Pearl TV and the broadcast members of the ATSC 3.0 Security Authority (A3SA) are using encryption standards to box out independent device makers, and those standards should be made public, said DVR gateway device maker SiliconDust in an FCC filing Tuesday. It responded to a Pearl TV submission last week that attacked SiliconDust’s HDHomeRun device as containing parts from a company affiliated with Chinese chipmaker Huawei (see 2507180047). The FCC rules against including Huawei technology don’t apply to devices like the HDHomeRun because it doesn’t originate voice, data, graphics or video telecommunications, SiliconDust said. The company “does not provide sensitive technology to Chinese companies. The insinuation by Pearl is shameful.”
Consumer Technology Association CEO Gary Shapiro blasted broadcasters late Thursday for saying CTA members opposing ATSC 3.0 have a conflict of interest because they own streaming channels (see 2507150072).
Pearl TV pushed back on critics of ATSC 3.0’s use of encryption in an FCC filing Friday that said a popular DVR “gateway” device is blocked from receiving 3.0 broadcasts because it incorporates tech from Chinese company Huawei. Pearl’s claims about the HDHomeRun are “false,” said Nick Kelsey, president of SiliconDust, which makes the device. “We have zero association with the Chinese government. Proudly designed and developed in the United States of America.”
The FCC should “move expeditiously” to relax broadcast ownership and require a mandatory transition to ATSC 3.0, said NAB CEO Curtis LeGeyt in a meeting Monday with FCC Commissioner Olivia Trusty, according to an ex parte filing posted Thursday in docket 17-318. “Each day that passes without reform further disadvantages broadcasters -- and ultimately the American public -- in a land of unconstrained non-broadcast media giants,” the filing said. Recent objections to NAB’s push for an ATSC 3.0 transition timeline and tuner mandate are “disingenuous and blatantly anticompetitive” and come from “certain players in the ecosystem that are clearly threatened by a competitive free video service available to consumers throughout the nation.” Local broadcasters “are striving to secure a future that is free, local, innovative, and resilient,” the filing said. “But doing so requires timely, forward-looking action from the Commission.”

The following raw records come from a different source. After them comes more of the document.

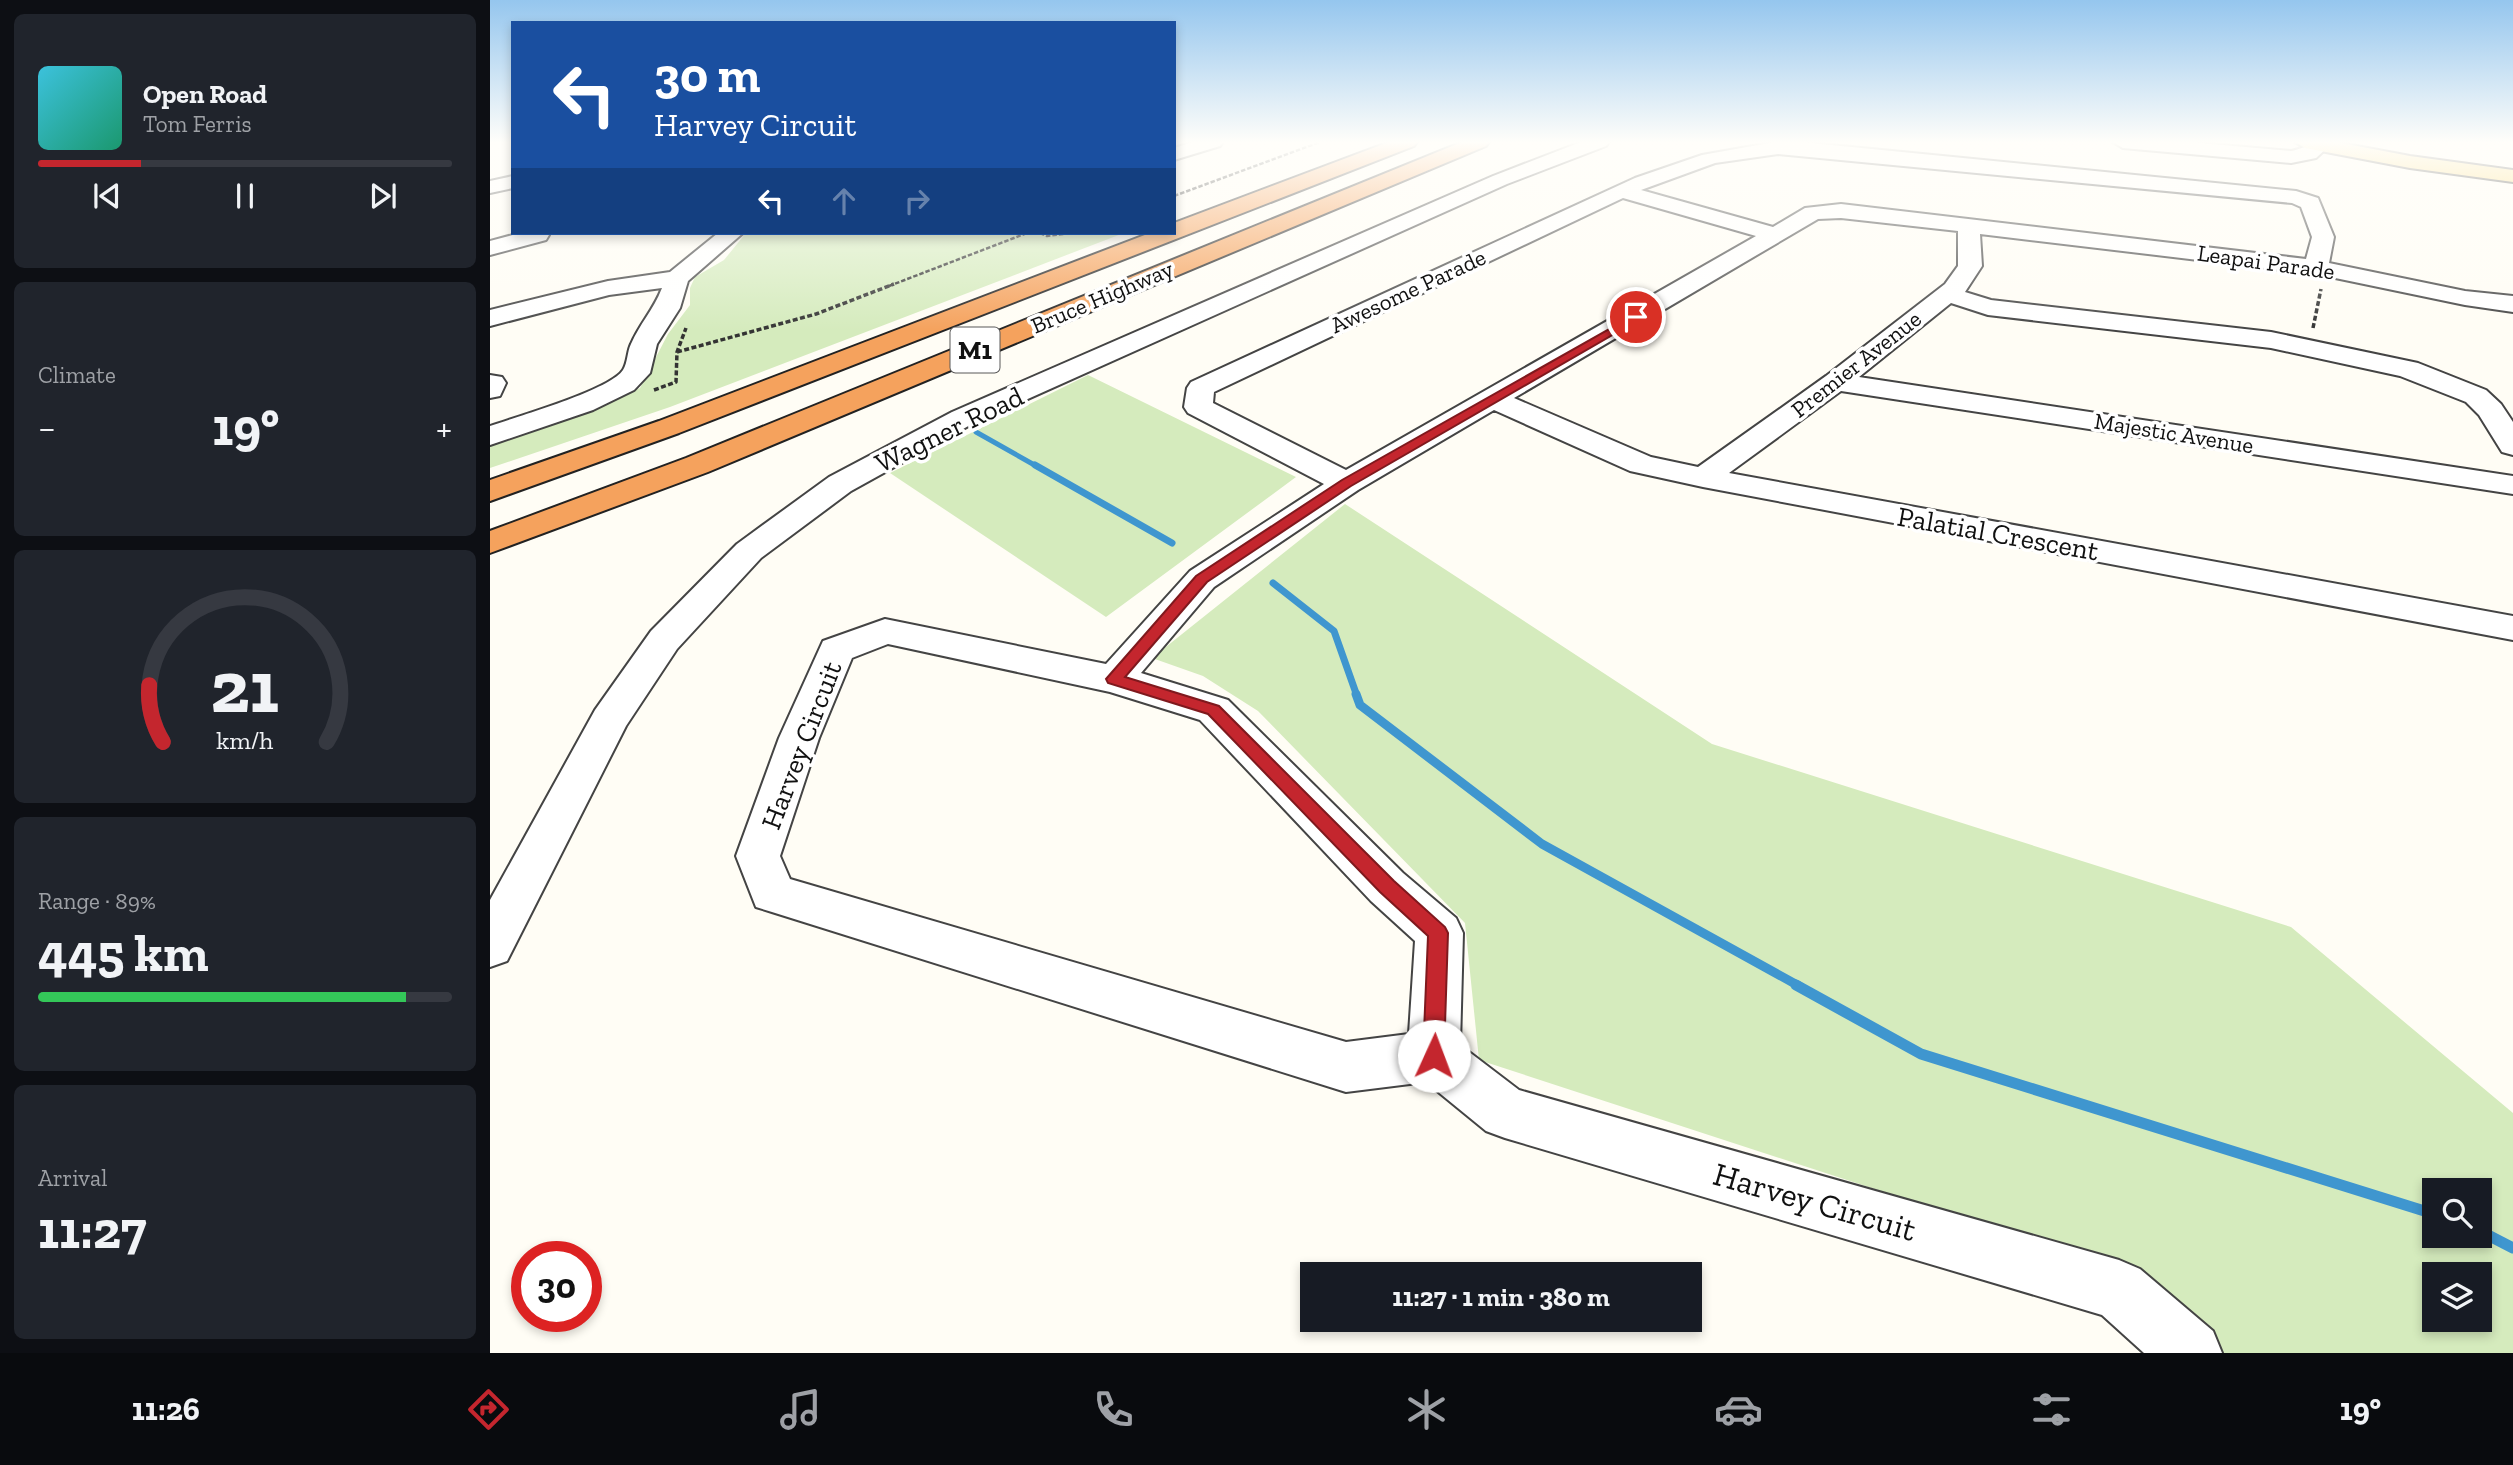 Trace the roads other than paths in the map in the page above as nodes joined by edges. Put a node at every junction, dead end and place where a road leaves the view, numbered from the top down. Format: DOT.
graph roads {
  1 [pos="1242,205"];
  2 [pos="1325,205"];
  3 [pos="1443,205"];
  4 [pos="1591,205"];
  5 [pos="1671,205"];
  6 [pos="2311,205"];
  7 [pos="1969,227"];
  8 [pos="1176,230"];
  9 [pos="538,235"];
  10 [pos="730,235"];
  11 [pos="1164,235"];
  12 [pos="1777,235"];
  13 [pos="490,248"];
  14 [pos="2316,267"];
  15 [pos="677,278"];
  16 [pos="1947,294"];
  17 [pos="2513,303"];
  18 [pos="490,318"];
  19 [pos="1836,382"];
  20 [pos="1495,400"];
  21 [pos="493,428"];
  22 [pos="2513,446"];
  23 [pos="1703,478"];
  24 [pos="1346,483"];
  25 [pos="2513,485"];
  26 [pos="490,491"];
  27 [pos="490,543"];
  28 [pos="2513,628"];
  29 [pos="1114,679"];
  30 [pos="490,946"];
  31 [pos="1434,1056"];
  32 [pos="2191,1353"];
  1 -- 8 [label="highway, Bruce Highway / M1"];
  2 -- 27 [label="highway, Bruce Highway / M1"];
  3 -- 30 [label="street, Wagner Road"];
  4 -- 24 [label="street, Awesome Parade"];
  5 -- 12 [label="street"];
  6 -- 14 [label="street, Awesome Parade"];
  7 -- 12 [label="street, Leapai Parade"];
  7 -- 14 [label="street, Leapai Parade"];
  7 -- 16 [label="street, Premier Avenue"];
  9 -- 13 [label="street"];
  10 -- 15 [label="street"];
  11 -- 26 [label="highway, Bruce Highway / M1"];
  12 -- 20 [label="street, Leapai Parade"];
  14 -- 17 [label="street, Leapai Parade"];
  15 -- 18 [label="street"];
  15 -- 21 [label="street"];
  16 -- 19 [label="street, Premier Avenue"];
  16 -- 22 [label="street"];
  19 -- 23 [label="street, Premier Avenue"];
  19 -- 25 [label="street, Majestic Avenue"];
  20 -- 23 [label="street, Palatial Crescent"];
  20 -- 24 [label="street, Leapai Parade"];
  23 -- 28 [label="street, Palatial Crescent"];
  24 -- 29 [label="street, Leapai Parade"];
  29 -- 31 [label="street, Harvey Circuit"];
  29 -- 31 [label="street, Harvey Circuit"];
  31 -- 32 [label="street, Harvey Circuit"];
}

Consumer Technology Association members are incentivized to oppose NAB’s proposed mandatory ATSC 3.0 transition because they own free ad-supported streaming television (FAST) channels, Pearl TV told acting FCC Media Bureau Chief Erin Boone and Media Bureau staff in an ex parte meeting last week, according to a filing posted Tuesday in docket 16-142. “TV manufacturers that own FAST channels today are competing with broadcasters for advertisers and viewers; consequently, it is not surprising that they too are incentivized to stifle broadcast innovation,” said the filing. Pearl also pushed back on arguments from the American Television Alliance that the agency lacks authority to require a transition to 3.0 that would involve broadcast spectrum being used primarily for datacasting and nonbroadcast activities. “Of course the Commission has authority after providing notice-and-comment to sunset one of its rules,” the filing said. “It seems hard to imagine that a party in 2025 could seriously doubt the Commission’s authority to sunset one of its rules.”